Personal details
- Born: 1835 South Africa
- Died: 1897 (aged 61–62) Kimberley

= Luka Jantjie =

Kgosi (Chief) Luka Jantjie was a hunter, trader, diamond prospector, and farmer. He was a chief of the Batlhaping ba Manyeding group of the Batswana in Kuruman. He was born in general area of what is now Kimberley, South Africa in about 1835 and was the son of a Christian convert. Jantjie spent most of his life protecting the rights to land of his people and is considered a struggle hero for his battle against British colonialism. He was the cousin of Kgosi Galeshewe.

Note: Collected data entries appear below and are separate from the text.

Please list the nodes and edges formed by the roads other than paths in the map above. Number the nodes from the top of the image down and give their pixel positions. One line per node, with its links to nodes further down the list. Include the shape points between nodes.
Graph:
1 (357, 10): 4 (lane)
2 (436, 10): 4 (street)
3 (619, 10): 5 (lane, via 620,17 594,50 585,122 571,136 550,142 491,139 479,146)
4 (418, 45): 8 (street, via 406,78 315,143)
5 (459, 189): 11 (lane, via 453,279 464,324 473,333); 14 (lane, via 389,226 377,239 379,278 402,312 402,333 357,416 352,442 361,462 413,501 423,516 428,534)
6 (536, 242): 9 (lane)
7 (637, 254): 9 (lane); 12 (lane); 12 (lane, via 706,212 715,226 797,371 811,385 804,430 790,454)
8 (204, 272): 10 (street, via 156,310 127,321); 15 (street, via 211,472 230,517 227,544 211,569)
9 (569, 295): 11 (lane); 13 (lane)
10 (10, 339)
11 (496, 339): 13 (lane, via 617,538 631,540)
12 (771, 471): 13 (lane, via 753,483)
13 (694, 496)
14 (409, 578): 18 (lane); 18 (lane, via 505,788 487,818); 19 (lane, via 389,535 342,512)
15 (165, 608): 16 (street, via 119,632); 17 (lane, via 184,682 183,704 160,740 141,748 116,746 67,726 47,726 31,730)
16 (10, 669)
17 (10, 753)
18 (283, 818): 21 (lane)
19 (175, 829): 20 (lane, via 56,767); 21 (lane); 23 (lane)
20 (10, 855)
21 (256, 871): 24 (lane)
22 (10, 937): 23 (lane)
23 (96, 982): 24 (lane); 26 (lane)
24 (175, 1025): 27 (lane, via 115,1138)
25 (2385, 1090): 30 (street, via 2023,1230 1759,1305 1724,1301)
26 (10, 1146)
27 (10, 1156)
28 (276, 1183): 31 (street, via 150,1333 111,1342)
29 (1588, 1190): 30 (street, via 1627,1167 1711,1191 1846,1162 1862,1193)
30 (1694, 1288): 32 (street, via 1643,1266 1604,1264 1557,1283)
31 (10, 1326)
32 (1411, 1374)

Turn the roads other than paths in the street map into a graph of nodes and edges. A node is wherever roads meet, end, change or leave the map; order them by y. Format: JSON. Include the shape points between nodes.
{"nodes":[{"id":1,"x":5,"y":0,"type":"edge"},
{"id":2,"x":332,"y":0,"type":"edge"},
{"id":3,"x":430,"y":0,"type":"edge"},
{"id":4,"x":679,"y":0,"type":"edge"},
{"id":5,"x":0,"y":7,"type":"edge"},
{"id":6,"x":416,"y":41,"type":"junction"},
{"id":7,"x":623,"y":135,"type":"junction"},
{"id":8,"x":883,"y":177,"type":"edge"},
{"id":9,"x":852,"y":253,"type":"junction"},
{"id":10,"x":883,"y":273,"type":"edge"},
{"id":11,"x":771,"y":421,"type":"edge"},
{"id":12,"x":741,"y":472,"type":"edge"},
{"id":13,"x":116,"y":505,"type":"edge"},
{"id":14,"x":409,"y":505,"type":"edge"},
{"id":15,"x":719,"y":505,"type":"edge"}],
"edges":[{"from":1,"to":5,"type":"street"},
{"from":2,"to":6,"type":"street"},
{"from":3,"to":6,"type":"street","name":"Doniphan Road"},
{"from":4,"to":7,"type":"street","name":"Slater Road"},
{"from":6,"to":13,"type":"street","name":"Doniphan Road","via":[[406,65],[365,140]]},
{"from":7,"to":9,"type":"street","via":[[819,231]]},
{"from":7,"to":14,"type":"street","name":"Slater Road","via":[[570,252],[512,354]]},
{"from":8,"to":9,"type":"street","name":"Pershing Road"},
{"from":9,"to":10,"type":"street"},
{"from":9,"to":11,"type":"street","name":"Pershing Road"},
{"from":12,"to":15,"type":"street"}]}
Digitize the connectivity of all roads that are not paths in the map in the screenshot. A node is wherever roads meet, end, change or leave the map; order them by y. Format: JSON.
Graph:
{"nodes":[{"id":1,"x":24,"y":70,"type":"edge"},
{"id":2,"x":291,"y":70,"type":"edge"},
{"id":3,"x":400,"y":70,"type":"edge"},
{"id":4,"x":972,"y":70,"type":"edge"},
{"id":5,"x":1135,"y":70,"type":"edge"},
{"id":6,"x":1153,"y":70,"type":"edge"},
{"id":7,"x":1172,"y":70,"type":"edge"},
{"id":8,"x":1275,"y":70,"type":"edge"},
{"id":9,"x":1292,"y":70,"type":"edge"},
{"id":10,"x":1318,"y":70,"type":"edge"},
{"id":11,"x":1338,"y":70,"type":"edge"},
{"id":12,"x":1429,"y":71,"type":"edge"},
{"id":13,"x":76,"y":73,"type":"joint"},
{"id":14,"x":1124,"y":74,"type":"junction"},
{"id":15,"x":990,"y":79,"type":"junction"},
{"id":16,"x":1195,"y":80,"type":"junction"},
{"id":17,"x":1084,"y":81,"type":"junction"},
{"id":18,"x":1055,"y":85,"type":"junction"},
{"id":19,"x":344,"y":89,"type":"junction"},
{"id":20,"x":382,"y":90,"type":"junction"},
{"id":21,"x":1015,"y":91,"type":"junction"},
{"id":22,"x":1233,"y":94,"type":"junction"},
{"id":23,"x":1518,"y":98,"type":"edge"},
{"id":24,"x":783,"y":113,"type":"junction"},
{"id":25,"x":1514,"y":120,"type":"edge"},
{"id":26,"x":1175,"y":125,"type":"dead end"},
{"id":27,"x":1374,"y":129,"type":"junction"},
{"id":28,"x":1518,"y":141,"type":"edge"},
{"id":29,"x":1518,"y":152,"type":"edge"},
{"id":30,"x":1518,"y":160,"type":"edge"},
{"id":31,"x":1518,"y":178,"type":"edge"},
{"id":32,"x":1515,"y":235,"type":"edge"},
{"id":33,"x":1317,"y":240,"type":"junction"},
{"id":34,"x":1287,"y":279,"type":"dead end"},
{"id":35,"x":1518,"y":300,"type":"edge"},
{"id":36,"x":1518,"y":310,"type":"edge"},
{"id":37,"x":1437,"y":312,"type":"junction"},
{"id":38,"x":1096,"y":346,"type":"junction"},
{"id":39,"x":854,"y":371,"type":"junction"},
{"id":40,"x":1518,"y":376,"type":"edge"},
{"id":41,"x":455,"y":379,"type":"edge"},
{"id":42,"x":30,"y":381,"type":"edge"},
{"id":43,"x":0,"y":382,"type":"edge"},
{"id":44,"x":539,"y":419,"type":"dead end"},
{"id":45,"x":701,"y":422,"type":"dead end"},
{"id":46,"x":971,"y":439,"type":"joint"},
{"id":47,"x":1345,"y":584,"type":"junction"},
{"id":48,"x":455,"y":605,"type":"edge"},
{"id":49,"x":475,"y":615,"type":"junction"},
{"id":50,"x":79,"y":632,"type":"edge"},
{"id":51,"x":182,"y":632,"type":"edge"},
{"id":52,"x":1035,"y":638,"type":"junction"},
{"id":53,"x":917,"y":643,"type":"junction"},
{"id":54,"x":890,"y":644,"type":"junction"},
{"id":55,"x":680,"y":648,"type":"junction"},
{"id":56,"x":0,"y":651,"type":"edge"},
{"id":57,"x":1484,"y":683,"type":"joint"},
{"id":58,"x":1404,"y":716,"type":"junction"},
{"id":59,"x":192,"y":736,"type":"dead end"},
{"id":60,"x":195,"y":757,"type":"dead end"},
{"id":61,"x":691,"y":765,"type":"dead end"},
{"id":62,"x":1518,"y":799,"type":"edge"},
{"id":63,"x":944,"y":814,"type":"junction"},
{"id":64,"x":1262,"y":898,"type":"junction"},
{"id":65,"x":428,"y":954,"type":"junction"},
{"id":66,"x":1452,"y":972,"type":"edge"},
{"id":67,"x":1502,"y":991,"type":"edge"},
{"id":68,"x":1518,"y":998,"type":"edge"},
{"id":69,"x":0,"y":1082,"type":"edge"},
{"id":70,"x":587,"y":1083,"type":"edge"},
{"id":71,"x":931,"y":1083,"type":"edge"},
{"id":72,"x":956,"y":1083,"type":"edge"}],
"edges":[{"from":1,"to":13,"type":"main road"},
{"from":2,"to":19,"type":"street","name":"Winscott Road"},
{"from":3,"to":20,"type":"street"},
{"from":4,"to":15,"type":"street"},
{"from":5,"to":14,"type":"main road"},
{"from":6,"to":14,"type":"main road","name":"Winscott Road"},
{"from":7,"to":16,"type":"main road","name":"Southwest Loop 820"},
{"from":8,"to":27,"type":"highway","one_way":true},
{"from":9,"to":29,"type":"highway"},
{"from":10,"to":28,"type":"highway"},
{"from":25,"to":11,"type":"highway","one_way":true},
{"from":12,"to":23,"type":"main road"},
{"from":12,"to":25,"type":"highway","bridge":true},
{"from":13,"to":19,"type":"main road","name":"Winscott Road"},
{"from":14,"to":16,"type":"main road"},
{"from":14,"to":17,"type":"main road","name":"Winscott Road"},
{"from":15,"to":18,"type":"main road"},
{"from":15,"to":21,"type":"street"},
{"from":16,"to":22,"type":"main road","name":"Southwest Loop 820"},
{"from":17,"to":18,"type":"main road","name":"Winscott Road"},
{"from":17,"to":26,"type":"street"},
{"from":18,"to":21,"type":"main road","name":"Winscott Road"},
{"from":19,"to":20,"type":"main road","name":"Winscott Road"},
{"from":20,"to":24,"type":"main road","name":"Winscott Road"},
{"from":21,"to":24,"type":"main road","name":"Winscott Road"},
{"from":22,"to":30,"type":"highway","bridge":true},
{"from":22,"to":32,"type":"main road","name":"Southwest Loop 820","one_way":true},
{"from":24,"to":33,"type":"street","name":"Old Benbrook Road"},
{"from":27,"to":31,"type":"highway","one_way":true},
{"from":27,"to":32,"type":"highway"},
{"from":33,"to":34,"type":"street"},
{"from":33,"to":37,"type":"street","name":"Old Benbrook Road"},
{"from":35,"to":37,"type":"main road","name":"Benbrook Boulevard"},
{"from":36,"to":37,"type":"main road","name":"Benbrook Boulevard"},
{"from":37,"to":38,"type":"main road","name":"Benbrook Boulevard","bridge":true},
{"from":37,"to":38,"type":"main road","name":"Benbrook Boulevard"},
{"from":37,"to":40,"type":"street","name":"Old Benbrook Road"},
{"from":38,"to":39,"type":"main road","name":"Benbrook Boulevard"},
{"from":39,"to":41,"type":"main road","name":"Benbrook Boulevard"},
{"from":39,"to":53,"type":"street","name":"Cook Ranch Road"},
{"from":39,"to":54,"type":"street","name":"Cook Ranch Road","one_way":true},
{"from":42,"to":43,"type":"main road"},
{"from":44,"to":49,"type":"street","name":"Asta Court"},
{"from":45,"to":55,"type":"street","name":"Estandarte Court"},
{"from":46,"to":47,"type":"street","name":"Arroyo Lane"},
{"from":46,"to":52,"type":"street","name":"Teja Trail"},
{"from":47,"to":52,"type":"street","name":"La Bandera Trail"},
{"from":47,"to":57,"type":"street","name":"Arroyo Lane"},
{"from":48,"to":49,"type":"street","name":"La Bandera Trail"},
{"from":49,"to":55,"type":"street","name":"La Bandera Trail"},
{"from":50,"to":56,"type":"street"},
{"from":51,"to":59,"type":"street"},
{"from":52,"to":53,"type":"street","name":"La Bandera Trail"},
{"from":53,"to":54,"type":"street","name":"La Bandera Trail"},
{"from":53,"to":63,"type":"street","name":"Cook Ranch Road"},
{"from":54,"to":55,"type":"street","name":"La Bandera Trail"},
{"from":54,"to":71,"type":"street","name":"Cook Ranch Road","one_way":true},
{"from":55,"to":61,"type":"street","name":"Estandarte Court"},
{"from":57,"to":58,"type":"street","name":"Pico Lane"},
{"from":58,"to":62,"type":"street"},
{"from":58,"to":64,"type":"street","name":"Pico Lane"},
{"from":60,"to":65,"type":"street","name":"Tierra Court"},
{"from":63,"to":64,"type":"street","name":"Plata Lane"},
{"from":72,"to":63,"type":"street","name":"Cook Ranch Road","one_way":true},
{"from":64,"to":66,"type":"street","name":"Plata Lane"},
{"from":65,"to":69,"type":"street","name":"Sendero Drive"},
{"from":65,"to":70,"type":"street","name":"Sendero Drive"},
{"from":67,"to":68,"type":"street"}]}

==Resistance and conflict==
When diamonds were discovered in Kimberley in 1871, British colonists from the Cape Colony swarmed onto Jantjie's land in search of diamonds and took it over. Jantjie and his people were the first local people whose ancestral land was stolen from them due to diamond prospecting by colonists. Jantjie was outspoken against the land invasion, however, he initially took a non-violent approach towards the British which included boycotting the rural trading stores. In addition, Jantjie fought for his people to attain equal rights to purchase diamond licenses so that they could share in the wealth that was being excavated on their land. However, the government of the Cape Colony refused to grant mining rights to native groups. Jantjie took up arms in response and orchestrated skirmishes against the British. Jantjie's confrontations with British authorities earned him the epithet of being “a wild fellow who hates the English”.

Over the next decade, the Batlhaping, Tlharo and Rolong people were evicted from much of their land and confined to reserves. In 1895, the area was annexed by the Cape Colony which resulted in Tswana groups being moved to even smaller reserves. These groups were also forced to pay taxes such as the hut tax, to work on white farms, and as migrant mine workers for the Kimberley mine. In addition the Rinderpest regulations and the shooting of cattle owned by Africans in the Taung Reserves were undertaken. After Jantjie's cattle were shot, he demanded of the policeman in charge, Corporal Denyssen, to know why his cattle were shot. He was shown a policy on Rinderpest and cattle roaming out of the owner's territory. He then demanded compensation from the corporal, which was refused. These events sparked the Langeberg Rebellion. The rebellion was led by Batlhaping chief Kgosi Galeshewe.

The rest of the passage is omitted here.